TASK INSTRUCTIONS: The output should be every line below that includes the word "Number".

DATA UNDER STUDY:
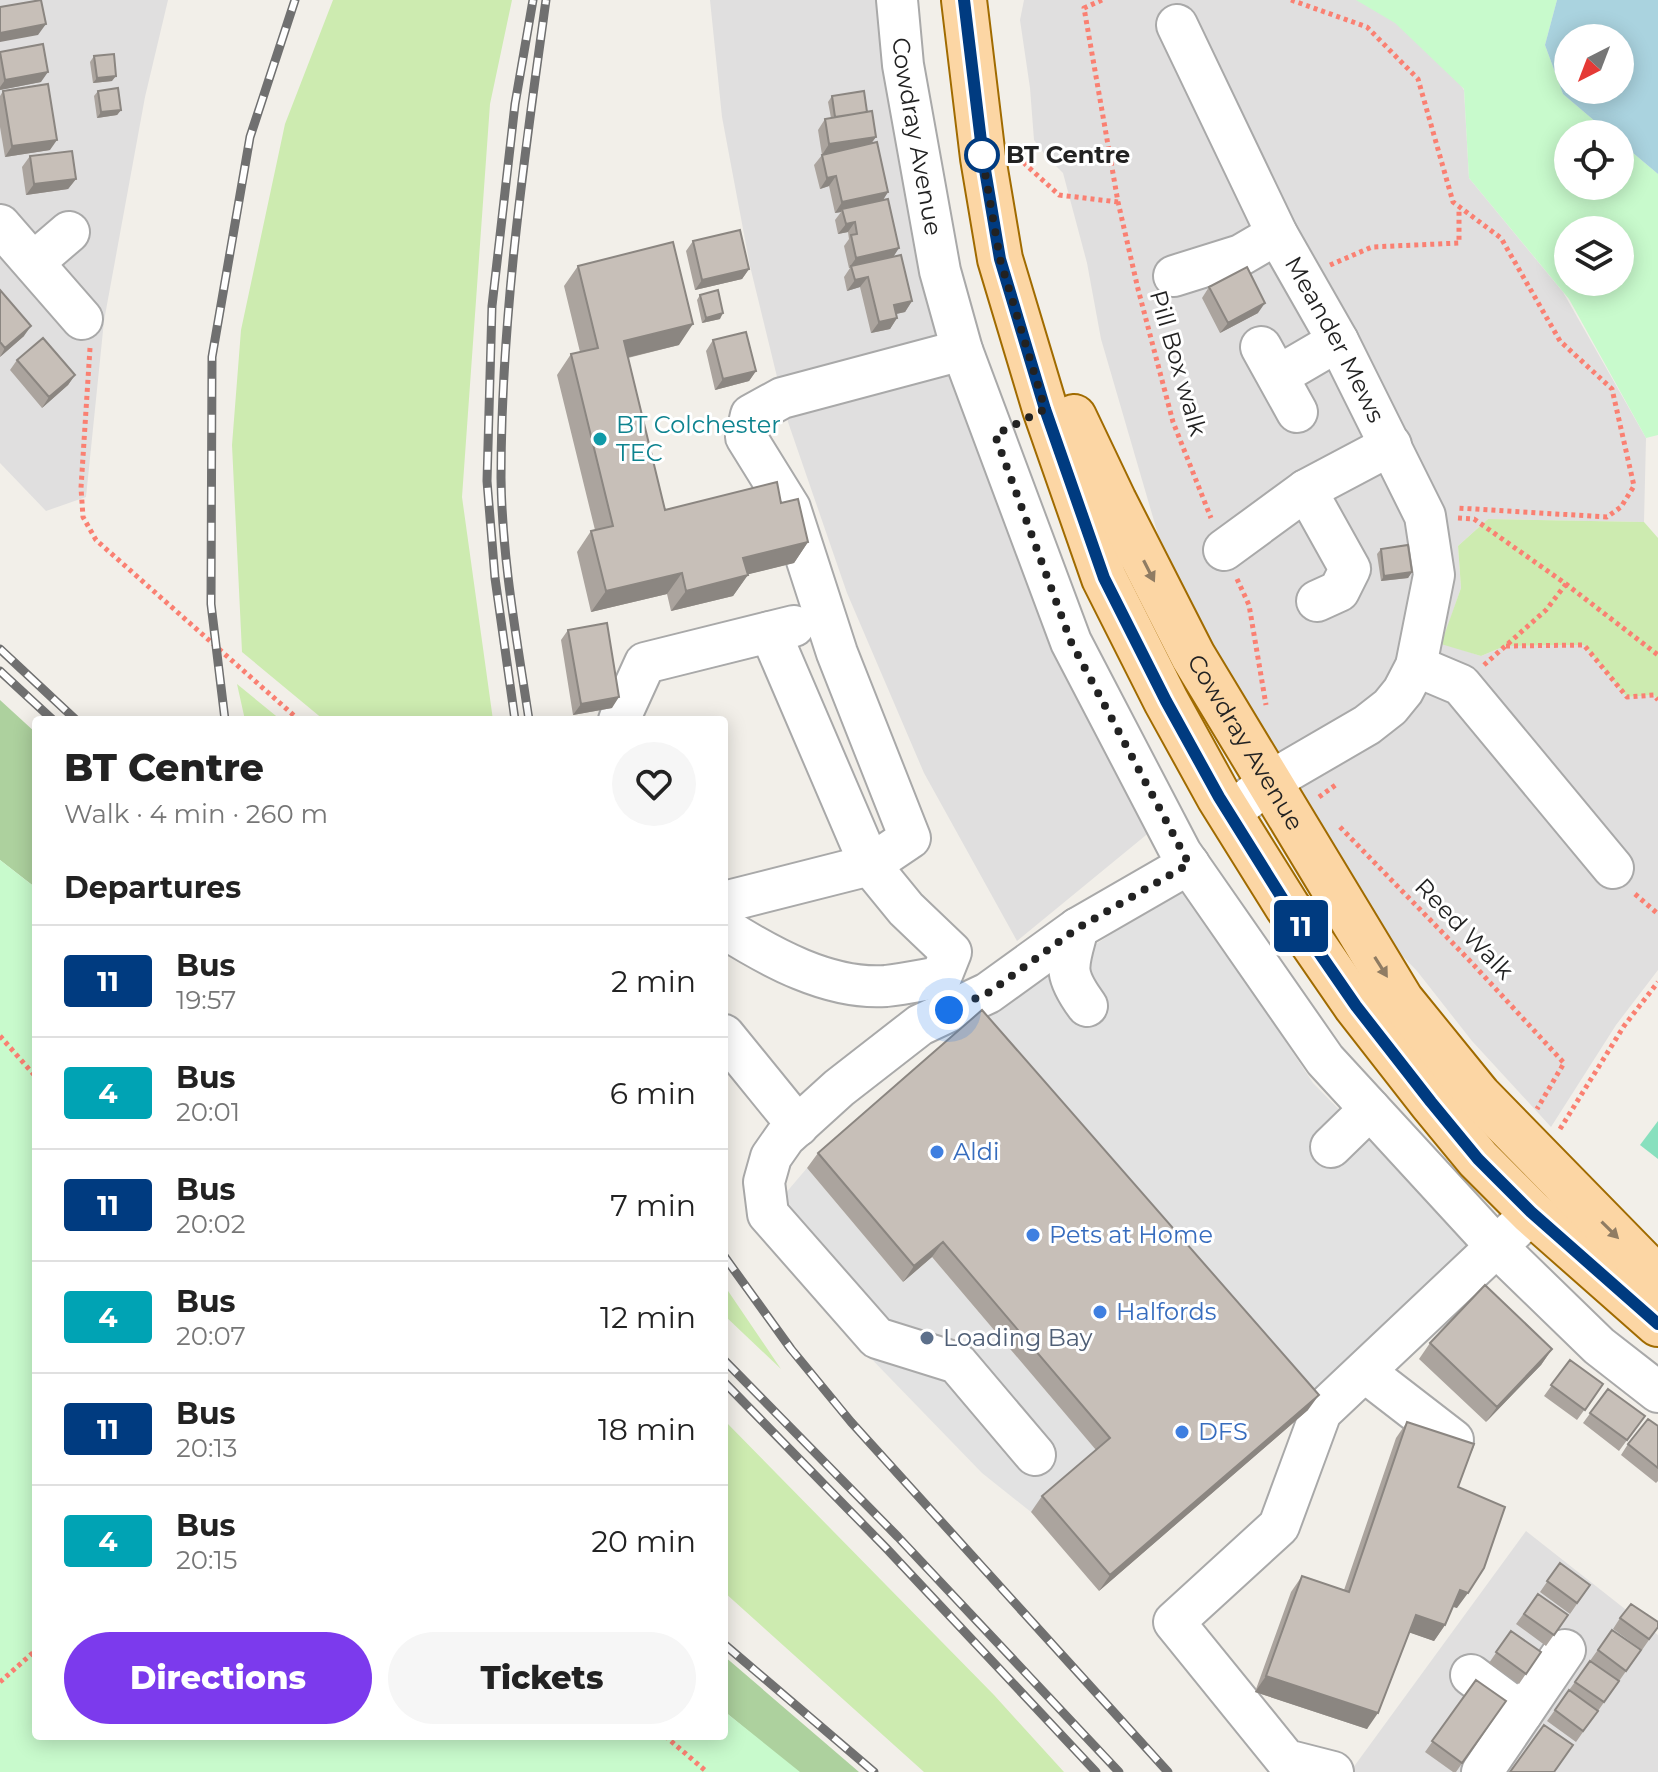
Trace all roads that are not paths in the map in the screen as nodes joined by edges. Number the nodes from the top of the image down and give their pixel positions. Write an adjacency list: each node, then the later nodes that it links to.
1 (897, 0): 9 (street, Cowdray Avenue)
2 (964, 0): 7 (main road, Cowdray Avenue)
3 (1177, 25): 6 (street, Meander Mews)
4 (0, 225): 8 (street)
5 (69, 232): 8 (street)
6 (1277, 234): 10 (street); 12 (street, Meander Mews)
7 (1000, 259): 9 (street); 14 (main road, Cowdray Avenue); 25 (main road, Cowdray Avenue, one-way to 25)
8 (34, 262): 11 (street)
9 (940, 271): 13 (street, Cowdray Avenue)
10 (1174, 276)
11 (82, 319)
12 (1338, 341): 15 (street); 17 (street, Meander Mews)
13 (962, 350): 16 (street, Cowdray Avenue); 21 (street)
14 (1045, 409): 16 (street); 26 (main road, Cowdray Avenue)
15 (1297, 412)
16 (995, 435): 27 (street, Cowdray Avenue)
17 (1391, 445): 18 (street); 23 (street, Meander Mews)
18 (1306, 490): 19 (street); 20 (street)
19 (1224, 550)
20 (1317, 601)
21 (825, 619): 22 (street); 28 (street)
22 (770, 632): 24 (street); 28 (street)
23 (1416, 666): 25 (street, Meander Mews); 29 (street)
24 (621, 716)
25 (1269, 782): 26 (street, Meander Mews); 38 (main road, Cowdray Avenue, one-way to 38)
26 (1229, 814): 39 (main road, Cowdray Avenue)
27 (1189, 864): 31 (street); 35 (street, Cowdray Avenue)
28 (870, 865): 30 (street); 32 (street)
29 (1624, 881)
30 (728, 901)
31 (1078, 928): 33 (street); 36 (street)
32 (728, 930)
33 (1087, 1006)
34 (728, 1040): 36 (street)
35 (1370, 1109): 37 (street); 40 (street, Cowdray Avenue)
36 (798, 1126): 46 (street)
37 (1331, 1147)
38 (1561, 1181): 39 (street); 41 (main road, Cowdray Avenue, one-way to 41)
39 (1531, 1212): 40 (street); 42 (main road, Cowdray Avenue)
40 (1497, 1247): 43 (street); 44 (street, Cowdray Avenue)
41 (1658, 1279)
42 (1658, 1324)
43 (1365, 1372): 45 (street); 50 (street)
44 (1658, 1392)
45 (1453, 1440)
46 (1035, 1455)
47 (1565, 1650): 49 (street)
48 (1471, 1675): 49 (street)
49 (1522, 1713): 51 (street)
50 (1333, 1772)
51 (1482, 1772)

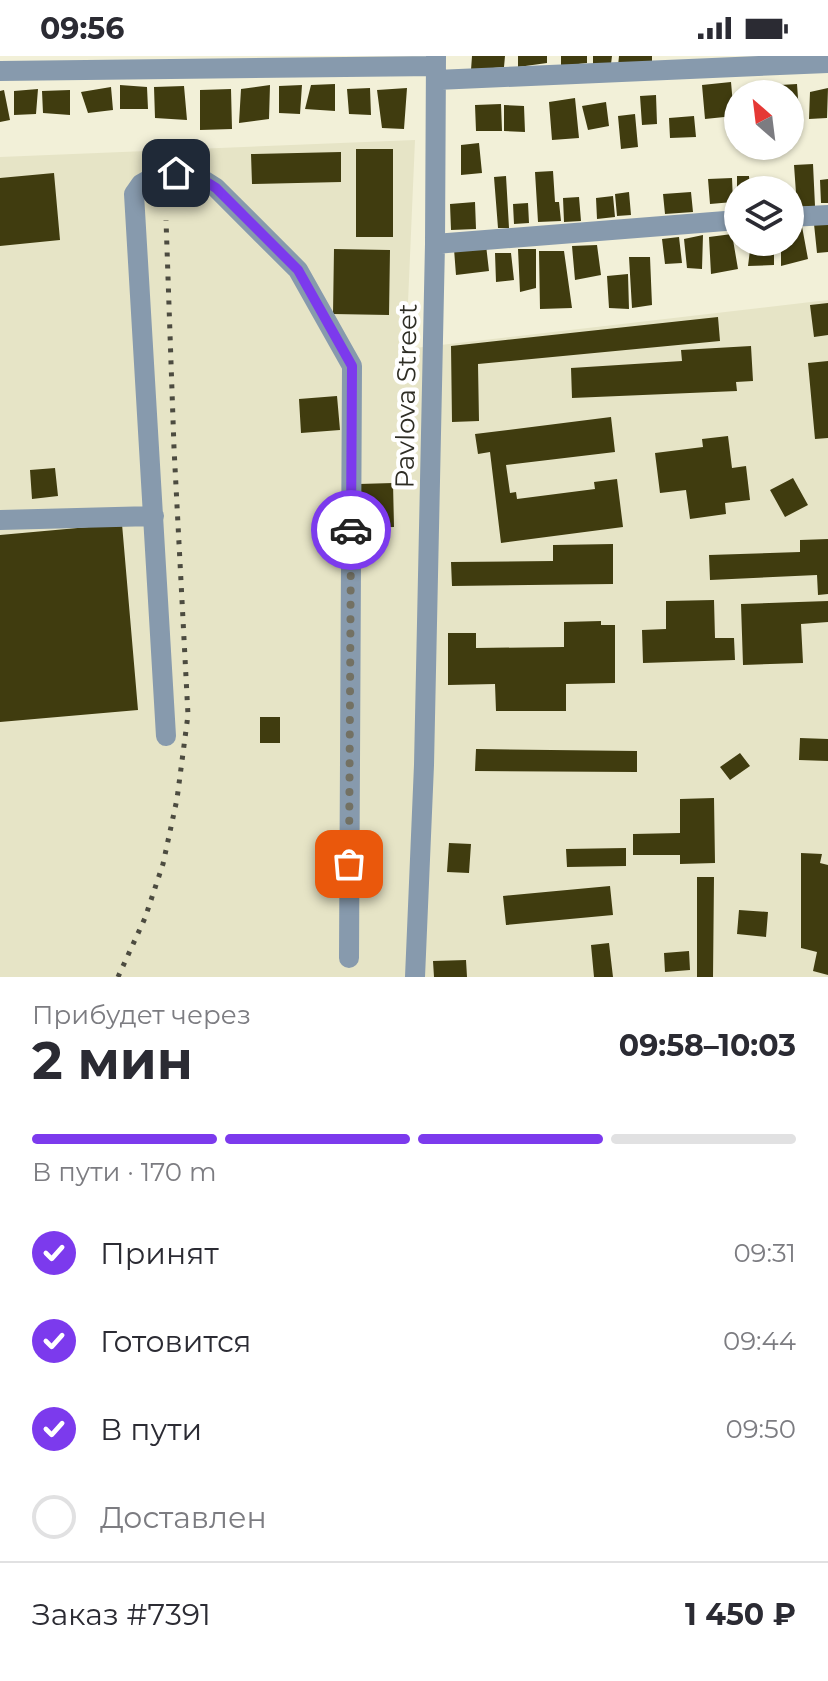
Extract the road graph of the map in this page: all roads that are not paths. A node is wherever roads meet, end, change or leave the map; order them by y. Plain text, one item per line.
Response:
1 (828, 63) edge
2 (436, 67) edge
3 (0, 71) edge
4 (828, 215) edge
5 (804, 216) edge
6 (724, 221) edge
7 (435, 244) junction
8 (154, 516) junction
9 (0, 520) edge
10 (166, 736) dead end
11 (349, 958) dead end
12 (415, 977) edge

1 - 2 street
2 - 3 street
2 - 7 street, Pavlova Street
4 - 5 street
6 - 7 street
7 - 12 street, Pavlova Street
8 - 9 street
8 - 10 street
8 - 11 street

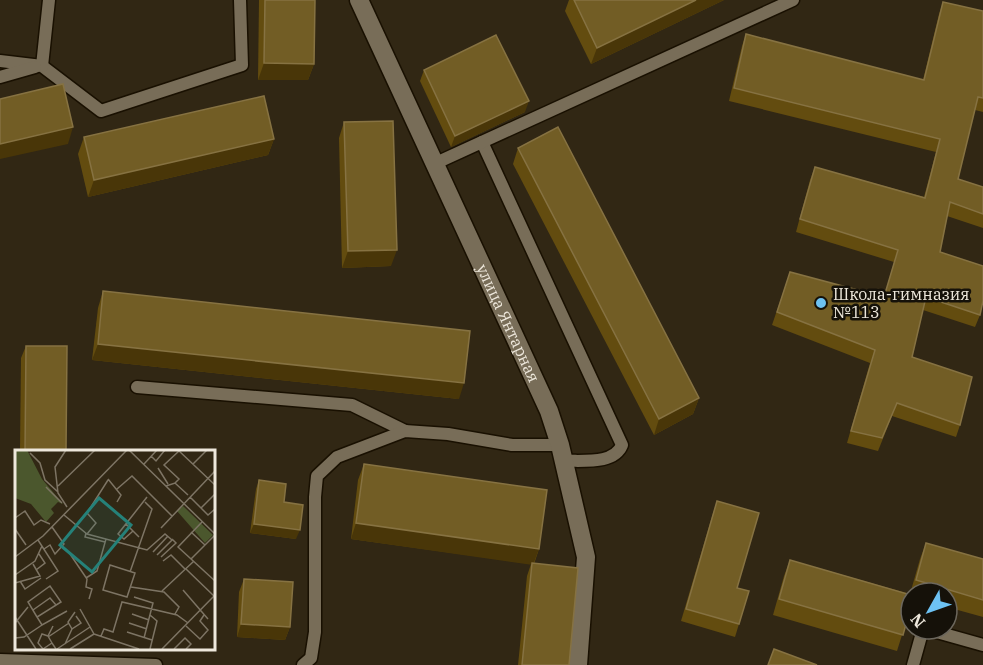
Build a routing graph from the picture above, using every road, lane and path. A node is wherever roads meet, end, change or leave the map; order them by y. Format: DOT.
graph roads {
  1 [pos="49,0"];
  2 [pos="240,0"];
  3 [pos="359,0"];
  4 [pos="794,0"];
  5 [pos="0,61"];
  6 [pos="42,66"];
  7 [pos="0,77"];
  8 [pos="482,142"];
  9 [pos="436,163"];
  10 [pos="137,387"];
  11 [pos="405,431"];
  12 [pos="562,453"];
  13 [pos="959,638"];
  14 [pos="921,641"];
  15 [pos="983,645"];
  16 [pos="0,660"];
  17 [pos="156,665"];
  18 [pos="303,665"];
  19 [pos="579,665"];
  20 [pos="913,665"];
  1 -- 6 [label="lane"];
  2 -- 6 [label="lane"];
  3 -- 9 [label="street, улица Янтарная"];
  4 -- 8 [label="lane"];
  5 -- 6 [label="lane"];
  6 -- 7 [label="lane"];
  8 -- 9 [label="lane"];
  8 -- 12 [label="lane"];
  9 -- 12 [label="street, улица Янтарная"];
  10 -- 11 [label="lane"];
  11 -- 12 [label="lane"];
  11 -- 18 [label="lane"];
  12 -- 19 [label="street, улица Янтарная"];
  13 -- 15 [label="lane"];
  14 -- 20 [label="lane"];
  16 -- 17 [label="lane"];
}
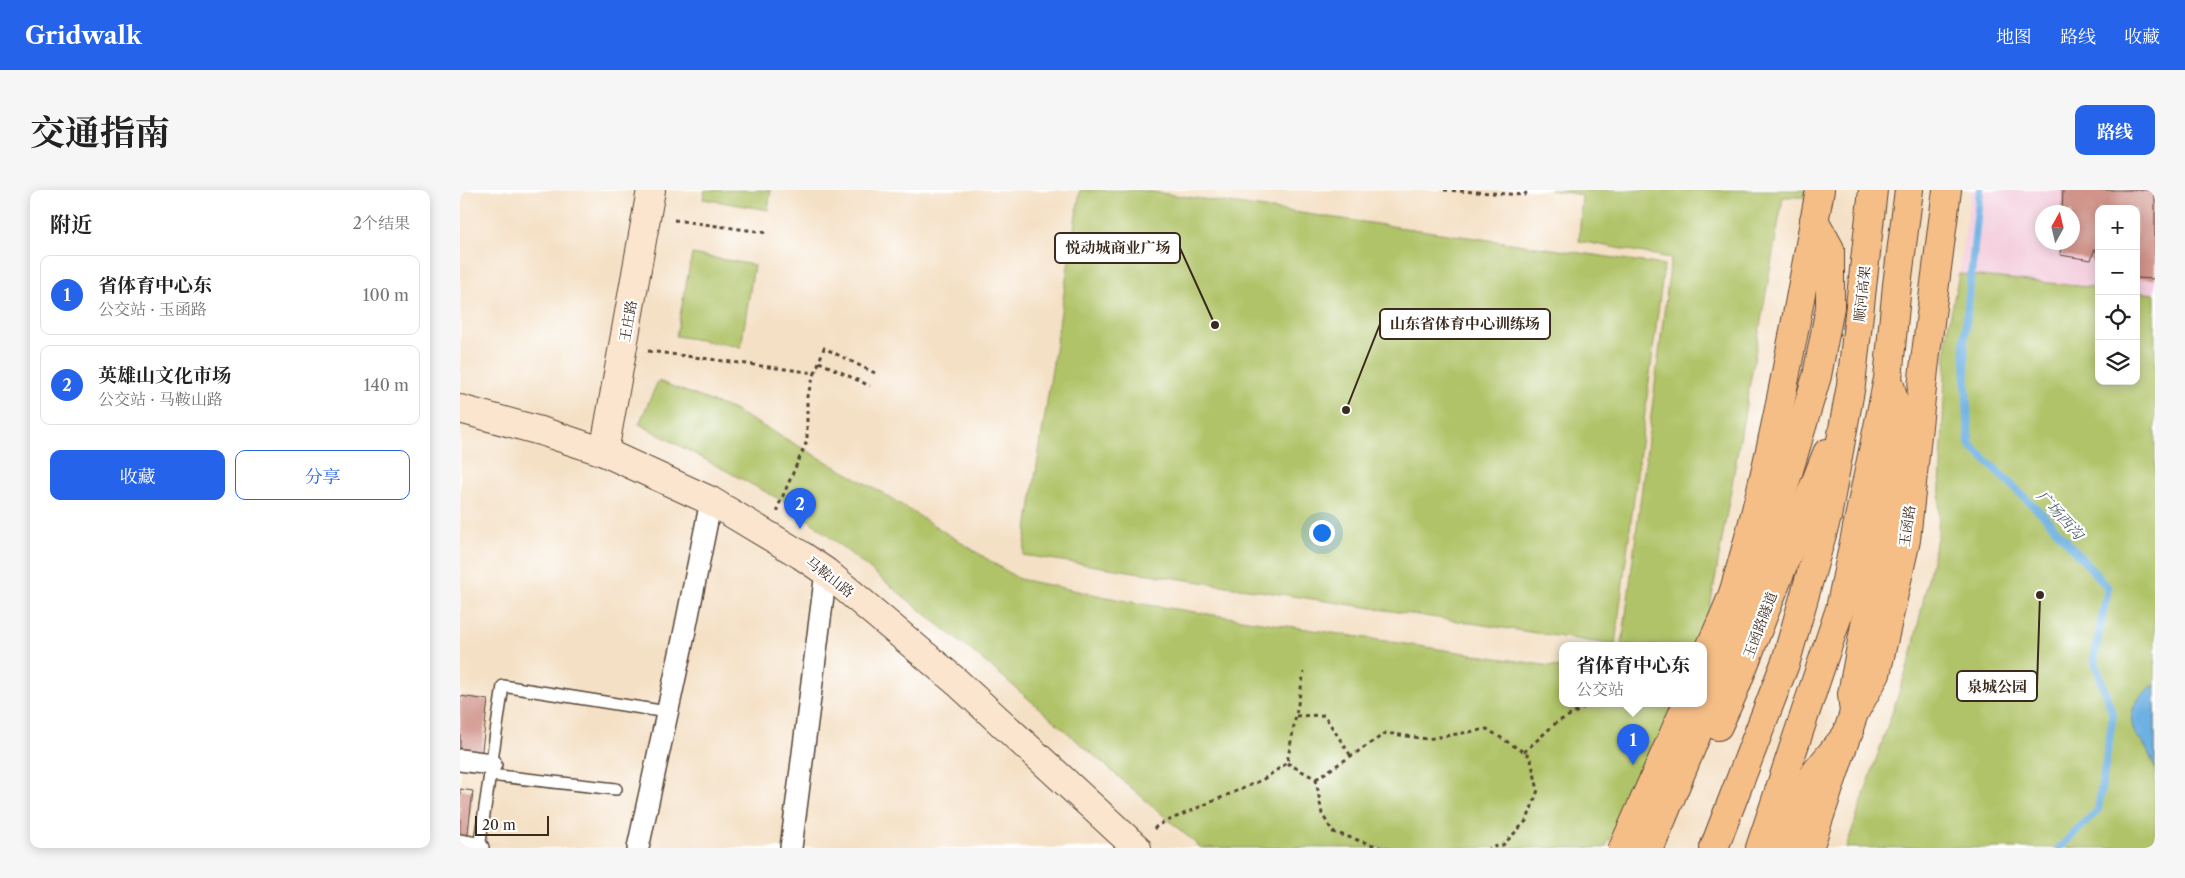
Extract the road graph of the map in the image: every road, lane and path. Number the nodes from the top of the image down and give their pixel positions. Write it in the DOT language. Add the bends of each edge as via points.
graph roads {
  1 [pos="651,190"];
  2 [pos="1444,190"];
  3 [pos="1529,190"];
  4 [pos="1820,190"];
  5 [pos="1873,190"];
  6 [pos="1909,190"];
  7 [pos="1948,190"];
  8 [pos="674,220"];
  9 [pos="1814,220"];
  10 [pos="769,233"];
  11 [pos="644,359"];
  12 [pos="819,362"];
  13 [pos="815,373"];
  14 [pos="875,373"];
  15 [pos="1888,379"];
  16 [pos="870,386"];
  17 [pos="1848,398"];
  18 [pos="460,409"];
  19 [pos="604,452"];
  20 [pos="711,502"];
  21 [pos="777,540"];
  22 [pos="826,572"];
  23 [pos="1707,654"];
  24 [pos="1304,672"];
  25 [pos="1583,707"];
  26 [pos="1685,707"];
  27 [pos="667,712"];
  28 [pos="1296,716"];
  29 [pos="1852,722"];
  30 [pos="1524,752"];
  31 [pos="1351,756"];
  32 [pos="460,760"];
  33 [pos="1287,763"];
  34 [pos="490,770"];
  35 [pos="1316,779"];
  36 [pos="616,789"];
  37 [pos="460,846"];
  38 [pos="1503,846"];
  39 [pos="478,848"];
  40 [pos="638,848"];
  41 [pos="791,848"];
  42 [pos="1137,848"];
  43 [pos="1382,848"];
  44 [pos="1489,848"];
  45 [pos="1622,848"];
  46 [pos="1650,848"];
  47 [pos="1662,848"];
  48 [pos="1714,848"];
  49 [pos="1760,848"];
  50 [pos="1782,848"];
  51 [pos="1809,848"];
  1 -- 19 [label="main road, 王庄路"];
  2 -- 3 [label="path" via="1524,195"];
  4 -- 9 [label="main road"];
  5 -- 17 [label="main road, 顺河高架"];
  6 -- 15 [label="main road"];
  7 -- 29 [label="main road, 玉函路" via="1924,369 1906,540 1876,674"];
  8 -- 10 [label="path"];
  9 -- 23 [label="main road" via="1763,482 1734,589"];
  9 -- 46 [label="main road" via="1830,249 1830,306 1817,376 1777,510 1710,702"];
  11 -- 13 [label="path" via="646,351"];
  12 -- 13 [label="path"];
  12 -- 14 [label="path" via="824,348"];
  12 -- 16 [label="path"];
  13 -- 21 [label="path" via="807,396 807,441 778,507"];
  15 -- 29 [label="main road" via="1900,422 1852,694"];
  15 -- 49 [label="main road" via="1840,609"];
  17 -- 47 [label="main road, 玉函路隧道" via="1733,694"];
  17 -- 48 [label="main road" via="1828,517 1786,660"];
  18 -- 19 [label="main road, 马鞍山路"];
  19 -- 20 [label="main road, 马鞍山路"];
  20 -- 21 [label="main road, 马鞍山路"];
  20 -- 27 [label="street"];
  21 -- 22 [label="main road, 马鞍山路"];
  22 -- 41 [label="street"];
  22 -- 42 [label="main road, 马鞍山路" via="958,683"];
  24 -- 28 [label="path"];
  25 -- 30 [label="path" via="1557,722"];
  26 -- 45 [label="main road"];
  27 -- 34 [label="lane" via="503,686"];
  27 -- 40 [label="street"];
  28 -- 31 [label="path" via="1324,715"];
  28 -- 33 [label="path"];
  29 -- 50 [label="main road" via="1815,773"];
  29 -- 51 [label="main road, 玉函路"];
  30 -- 31 [label="path" via="1487,729 1427,738 1386,733"];
  30 -- 38 [label="path" via="1530,756 1538,790 1527,820"];
  31 -- 35 [label="path"];
  32 -- 34 [label="street"];
  33 -- 35 [label="path"];
  33 -- 42 [label="path" via="1262,780 1158,825"];
  34 -- 36 [label="lane"];
  34 -- 39 [label="lane"];
  35 -- 43 [label="path" via="1322,814 1333,832"];
  37 -- 39 [label="street"];
  38 -- 44 [label="path"];
}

REPLY:
Trace all roads that are not paths in the map in the screen as nodes joined by edges. Number the nodes from the top of the image down and give their pixel positions. Write an adjacency list: each node, then the later nodes that it links to.
Extract the road graph of the map in the image: every road, lane and path. Number the nodes from the top of the image down and give their pixel positions. Write it in the DOT language. Add the bends of each edge as via points.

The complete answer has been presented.